By Brian Krebs
Washingtonpost.com Staff Writer
Wednesday, October 8, 2008 5:40 PM
An effort by the state of Kentucky to seize more than 140 online gambling Web site names is raising novel legal questions about the physical location of digital property and the reach of local and regional governments on the global Internet.
Last month, a Kentucky circuit court judge granted a request by the governor to have 141 Web site names used by online gaming operations transferred to the state's control. The action was filed by a Chicago law firm on behalf of Gov. Steve Beshear (D), who was elected in part on the strength of a promise to bring casino gambling to the state.
The domains include some of the most popular online gaming sites on the Internet, including UltimateBet.com and FullTiltPoker.com. According to the state, residents spend roughly $170 million each year gambling at online casinos, potentially taxable revenue that might otherwise have been spent at the state's own gaming operations, which include regulated betting on horse racing and bingo.
Attorneys for the state convinced Judge Thomas Wingate that the gambling Web site names were tangible "gambling devices" that could be seized under Kentucky's gaming statutes. Wingate's order compels the entities that manage the registration of those domains, known as domain registrars, to transfer control over the Web sites to the state.
Jennifer Brislin, spokeswoman for the Kentucky justice department, said the state is seeking unspecified damages from the casinos, but that its primary goal is to force the Web sites to block Kentucky residents from visiting them. She said the majority of the registrars affected by the judge's order had "locked" the domains in question to prevent them from being transferred to another registrar pending the outcome of the case.
"We think it creates a tremendous disadvantage for our legitimate, licensed and taxed gaming interests, and there are some damages that are due to the commonwealth as a result," Brislin said.
Opponents of the decision say the Kentucky has no legal authority to seize the casino Web site names, as neither the individuals who registered the Web sites nor the registrars themselves are physically located there. All of the online casinos are operated outside of the United States. Many online gaming companies are lobbying on Capitol Hill to be legalized, regulated and taxed in the United States, which would allow them to market to U.S. consumers.

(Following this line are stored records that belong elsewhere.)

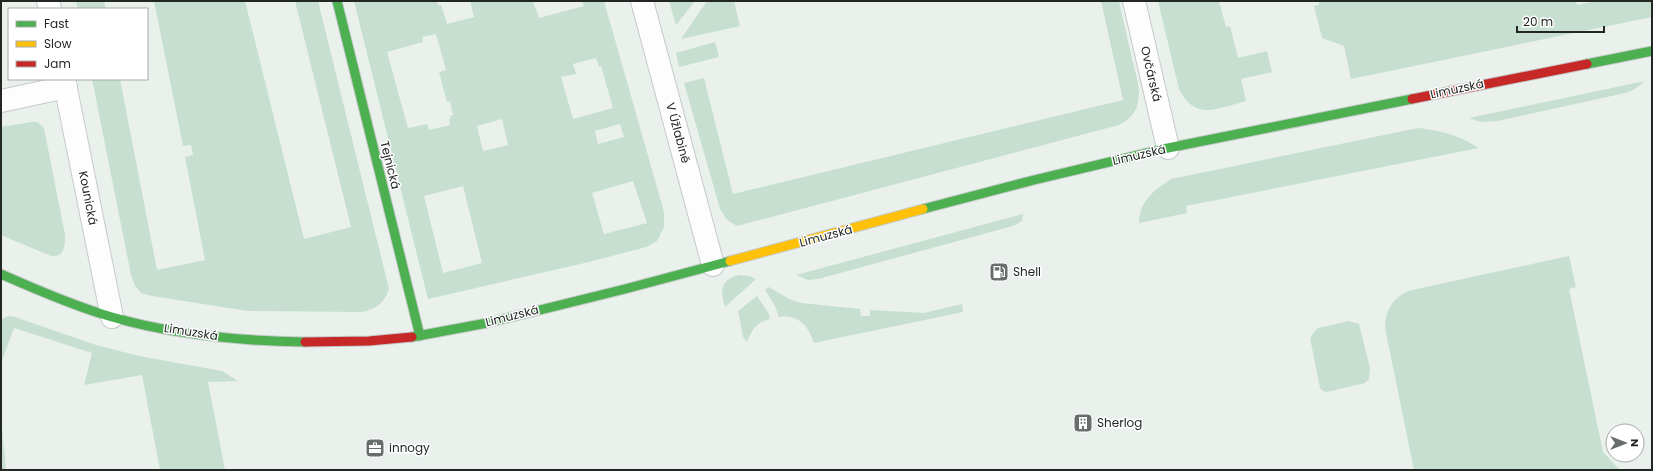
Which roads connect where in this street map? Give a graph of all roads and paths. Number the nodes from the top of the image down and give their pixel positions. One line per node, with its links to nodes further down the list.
1 (337, 1): 11 (street, Tejnická)
2 (642, 1): 8 (street, V Úžlabině)
3 (1134, 1): 7 (street, Ovčárská)
4 (1652, 50): 7 (street, Limuzská)
5 (65, 83): 6 (street); 10 (street, Kounická)
6 (1, 101)
7 (1168, 148): 8 (street, Limuzská)
8 (714, 265): 11 (street, Limuzská)
9 (1, 274): 10 (street, Limuzská)
10 (112, 317): 11 (street, Limuzská)
11 (420, 336)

Bret Fausett, a domain name expert and attorney with the Los Angeles law firm Adorno, Yoss, Alvarado & Smith, notes that Kentucky's gaming regulations were written long before the advent of the commercial Internet, and make no mention of virtual casinos.
"This is a little bit like if the Home Shopping TV network was accused of fraud, and Kentucky decided to seize the show's cameras and set even though HSN's real location is nowhere near the state," Fausett said.
At least two domains, luckypyramidcasino.com and highrollerslounge.com -- both registered through Bellevue, Wash. based registrar eNom -- have been handed over to the state government. Enom did not respond to requests for comment.
Christine Jones, general counsel for GoDaddy.com, the registrar used by 20 of the 141 domains named in the judge's order, said the company tried to walk a line between complying with that demand and defending the rights of their customers, noting that the casino site owners did not have an opportunity to present their side of the case at the hearing in which the judge ordered the transfer of the domains.
"We issued a registrar certificate to the state that says the court has jurisdiction over the issue, but it doesn't have control over the domains, other than the ability to exercise judgment so that when there is a final adjudication on the merits of the case or a settlement by the parties, we will honor that outcome," Jones said.
On Tuesday, dozens of trade groups, domain registrars and gambling advocates had an opportunity to tell Judge Wingate why the case should be dismissed outright.
One of those at the hearing was Michael Collins, executive director of the Internet Commerce Association, a trade group representing domain name investors and online advertisers. Collins said entire prospect of using the Internet -- not only for commerce but for free speech -- is at risk if one government or state decides they can freely seize domain names.
"What's to keep Iran or China from doing the same thing? Yet, even China - which tries very hard to control the Internet its citizens use - hasn't tried to do what Kentucky is trying to do here," Collins said.
Collins said that while the judge appeared to listen attentively to statements from those defending the online casinos, attorneys for the state presented the registrar certificates from GoDaddy as evidence that the court does indeed have jurisdiction to seize the casino domains.
Wingate is expected to decide within seven days whether to dismiss the case or allow it to proceed to a forfeiture hearing.
John Levine, author of "The Internet for Dummies" and co-founder of the Domain Assurance Council, a non-profit industry consortium, said the case is likely either to be thrown out or reversed on appeal.
"The state's legal arguments fail on so many levels that it's truly bizarre that the court didn't reject this case in the first place," Levine said.
A federal law passed in 2006 makes it illegal for U.S. financial institutions to process payments for online gambling sites. But the law did nothing to prohibit U.S. citizens from gambling at online casinos. Only one state - Washington - has passed a law that bars residents from placing bets online.
Critics of the federal law say U.S. citizens who wish to gamble online can easily find ways around the payment restrictions. For example, in a transcript of the oral arguments that Kentucky's lawyers made to the judge, investigators describe how they were able to gamble at various online casinos using a gift card issued by Visa.